- Opening Delimiter -

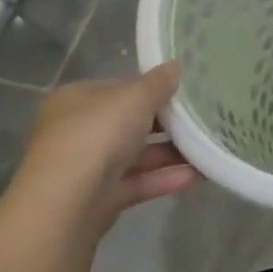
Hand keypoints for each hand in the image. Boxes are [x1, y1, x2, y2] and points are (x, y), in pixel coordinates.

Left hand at [10, 63, 196, 236]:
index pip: (118, 88)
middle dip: (165, 123)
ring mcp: (85, 168)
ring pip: (135, 155)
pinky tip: (197, 174)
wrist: (65, 205)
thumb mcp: (136, 97)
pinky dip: (164, 178)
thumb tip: (174, 66)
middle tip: (201, 118)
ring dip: (170, 152)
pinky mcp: (97, 200)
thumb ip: (158, 83)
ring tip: (207, 146)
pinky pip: (137, 183)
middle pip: (128, 123)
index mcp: (75, 101)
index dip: (150, 88)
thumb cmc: (97, 135)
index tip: (182, 91)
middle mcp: (76, 132)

- Closing Delimiter -

Work task –
Each line of the entries where the string "index" occurs should be shown.

Expected output –
index pip: (118, 88)
index mcp: (75, 101)
index dip: (150, 88)
index tip: (182, 91)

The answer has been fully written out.